The application consists in using such variable capacity accumulator as recipient of the whole strip output of one production or processing line, followed by storing such strip material if necessary, and finally feeding it into the following processing line at such time and at such velocity as that line requires, or for final winding into coils or cutting up into sheets and packing, after the last processing operation.

The consequences of the present discovery can only be appreciated when compared with the one and only method now universally used in the strip and sheet producing industry where, e.g. in the steel industry, hot-rolled (pre-rolled) strip is delivered in coils to the processing works and the operations such as: (1) pickling, (2) cold rolling, (3) annealing and temper rolling (4) galvanizing or aluminum coating, plastic coating etc are each followed by winding such strip into coils, including of course cutting it at the end of the coil, then tying the coil with steel straps securely to prevent unwinding in transport, followed by loading the coils on cars or conveyors to transport them to intermediate storage. Then lifting the coils again by crane or lift truck and depositing in cars or using conveyors to deliver them to the entry end of the following processing line where they are placed one by one on a pay-off reel and joined by welding to the following coil end the moment the preceding coil is unwound to the end.

Steady progress in the last three decades has led to providing equipment that can produce and handle heavier and heavier coils in order to reduce the number of times the coils must be welded to obtain a continuous length. At the present moment coils weighing 40 to 50 tons each seem to be the limit and one can imagine how securely such coil must be strapped for handling and transportation. Loosening of the straps could lead to serious accidents.

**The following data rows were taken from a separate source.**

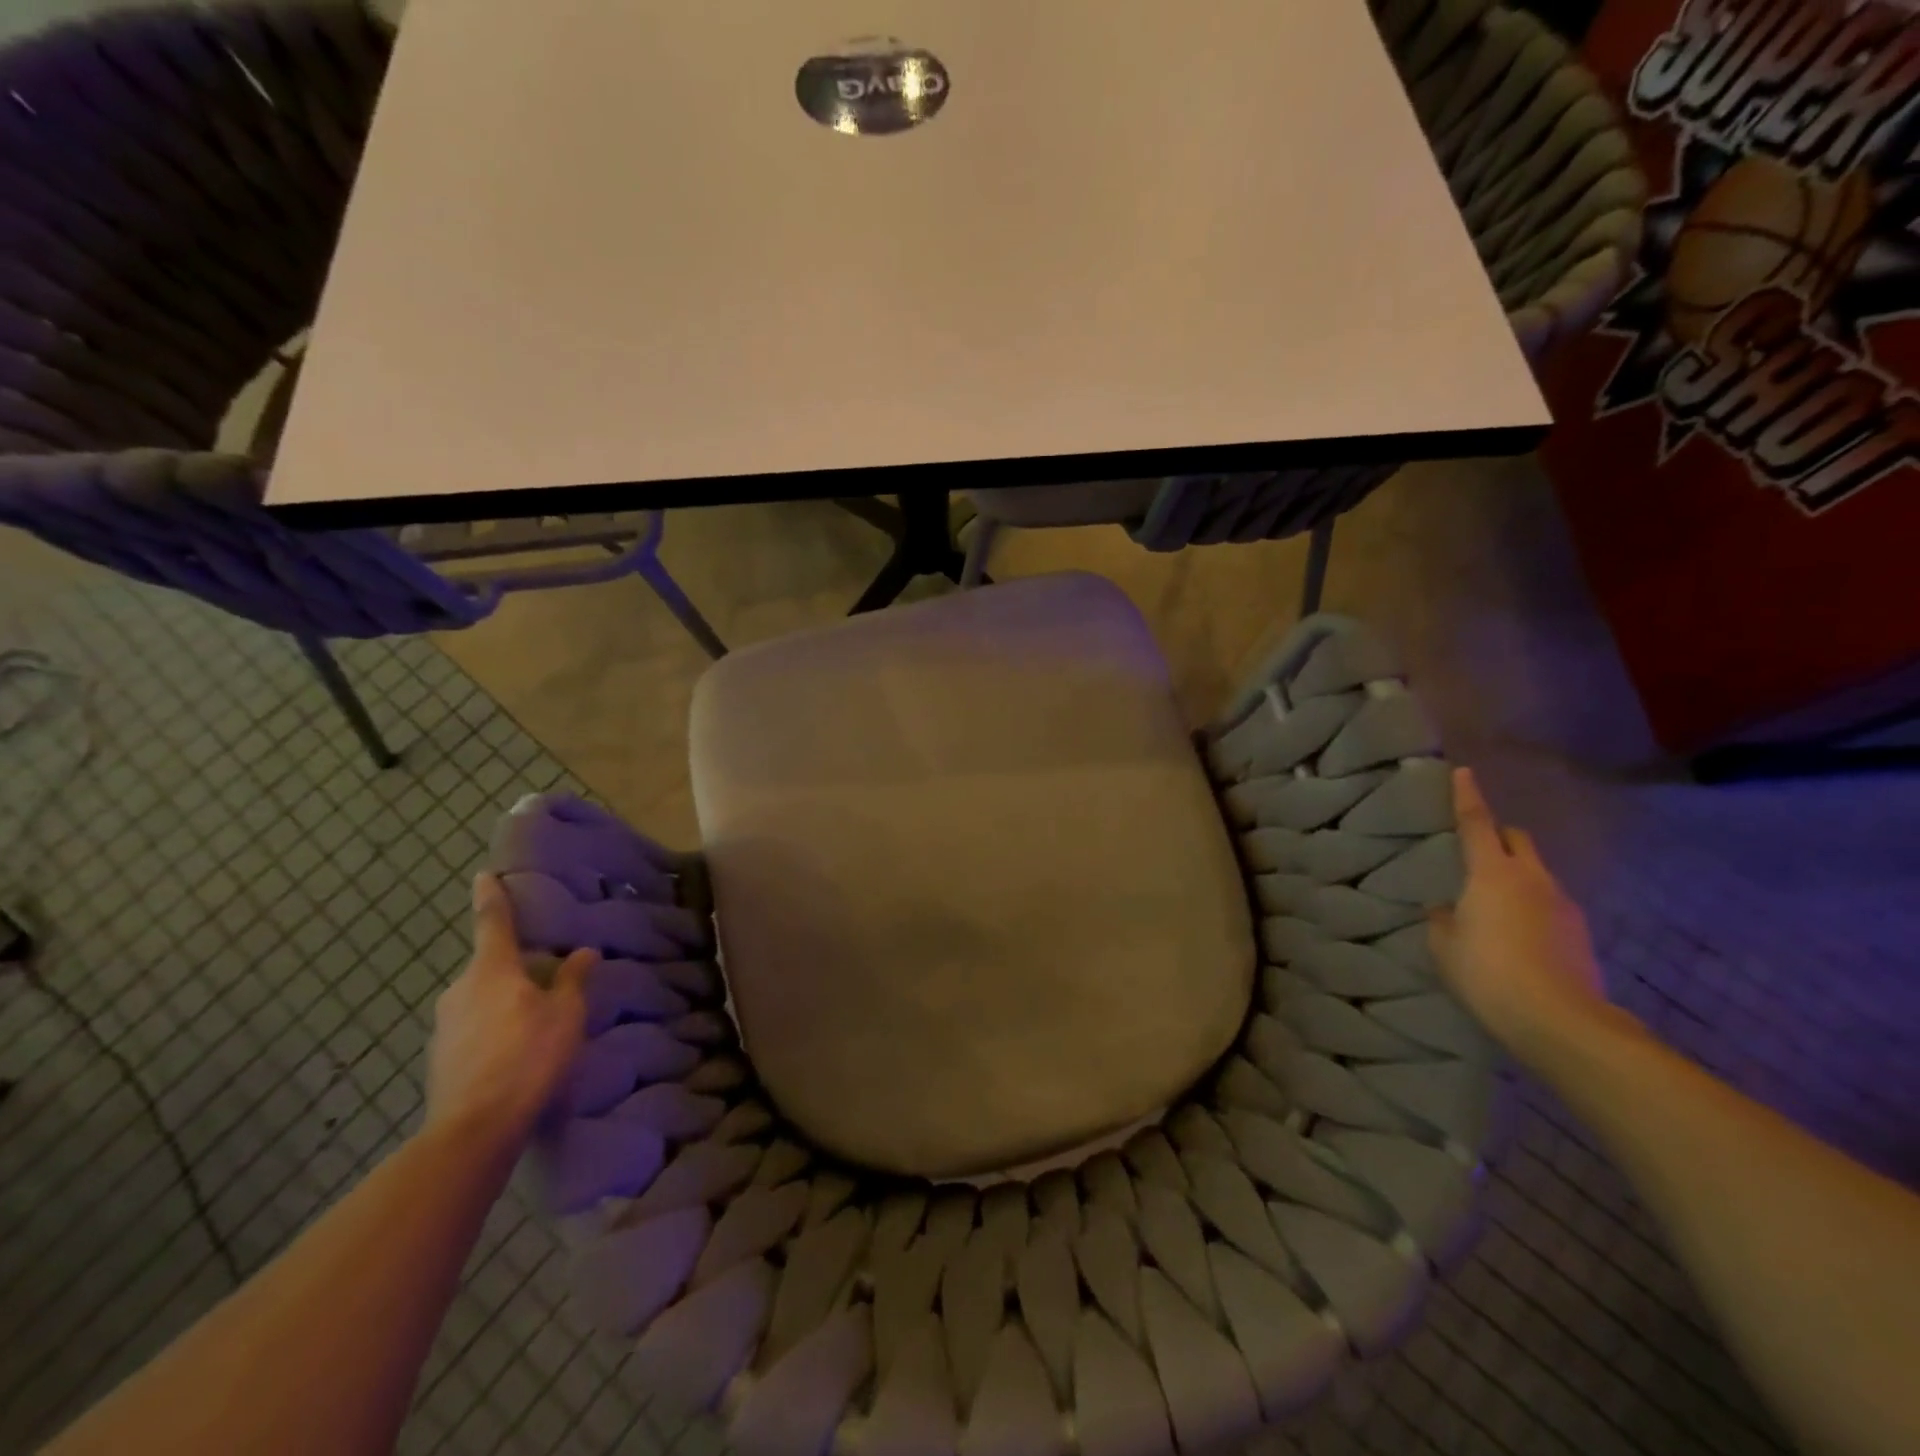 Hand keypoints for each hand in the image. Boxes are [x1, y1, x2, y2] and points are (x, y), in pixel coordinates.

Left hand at [425, 875, 597, 1152]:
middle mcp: (460, 989)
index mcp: (492, 970)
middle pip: (490, 965)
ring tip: (536, 1019)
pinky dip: (494, 1028)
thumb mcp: (565, 1014)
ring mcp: (444, 1025)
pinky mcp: (441, 1057)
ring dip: (505, 1000)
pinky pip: (473, 1027)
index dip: (491, 896)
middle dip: (514, 965)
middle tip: (546, 974)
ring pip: (481, 998)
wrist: (474, 1128)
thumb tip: (583, 952)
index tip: (484, 875)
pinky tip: (516, 1051)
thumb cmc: (528, 1057)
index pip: (492, 921)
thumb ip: (573, 980)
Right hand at [1428, 768, 1621, 1065]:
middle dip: (1500, 836)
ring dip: (1518, 876)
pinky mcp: (1580, 933)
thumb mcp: (1445, 945)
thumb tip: (1447, 909)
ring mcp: (1563, 905)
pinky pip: (1550, 905)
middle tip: (1479, 849)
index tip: (1465, 772)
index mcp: (1492, 873)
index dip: (1467, 797)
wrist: (1561, 1022)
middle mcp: (1533, 878)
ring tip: (1496, 904)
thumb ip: (1442, 919)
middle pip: (1518, 840)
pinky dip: (1533, 907)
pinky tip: (1518, 935)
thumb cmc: (1487, 972)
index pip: (1477, 823)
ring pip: (1538, 873)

U.S. Pat. No. 4,152,919 illustrates the point. The patent discloses strip handling equipment to and from a multistand cold-rolling mill for aluminum strips. The equipment consists of heavy conveyors, lifing equipment to transfer the coils from the conveyors and placing them on multifloor shelves with similar equipment to take them off the shelves on the other side and huge five-coil cars delivering the coils from the hot-rolling mill. The above-described system is represented as substantial improvement over prior art which is said to consist of cranes and lift trucks only. This patent further emphasizes the large storage areas needed to store the coils in production and the complications of coil handling.

By comparison, solving the same material handling problem according to the present invention by leading endless lengths of strip from one operation to the next one without the steps of winding them into coils, requires no handling equipment and no labor. It also requires a small fraction of the storage space because such accumulators can be built for huge capacities concentrated in small areas.

The present invention avoids the difficulties of the prior art by providing a method and apparatus for the production of strips or products made of strips of metals or other materials, involving a plurality of processing operations or facilities that are performed on continuous lengths of said materials. The strip is caused to continue to move from the end of one processing operation to a variable capacity strip accumulator, letting it remain there until apparatus of the next processing operation is ready to receive it, and then causing it to move, always in a continuous length, into and through said apparatus.

FIG. 1 comprizes a side elevation partially in section illustrating apparatus for cold rolling a continuous length of strip steel welded into a closed loop after which it is fed into a variable capacity strip accumulator and from the latter into a continuous heat-treating and metal coating line.

FIG. 2 comprizes a side elevation in section, and

FIG. 3 a plan view showing two finishing stands of a cold-rolling mill line for metal strip material after which said strip is fed into one of three variable capacity strip accumulators and from these into one of three processing lines.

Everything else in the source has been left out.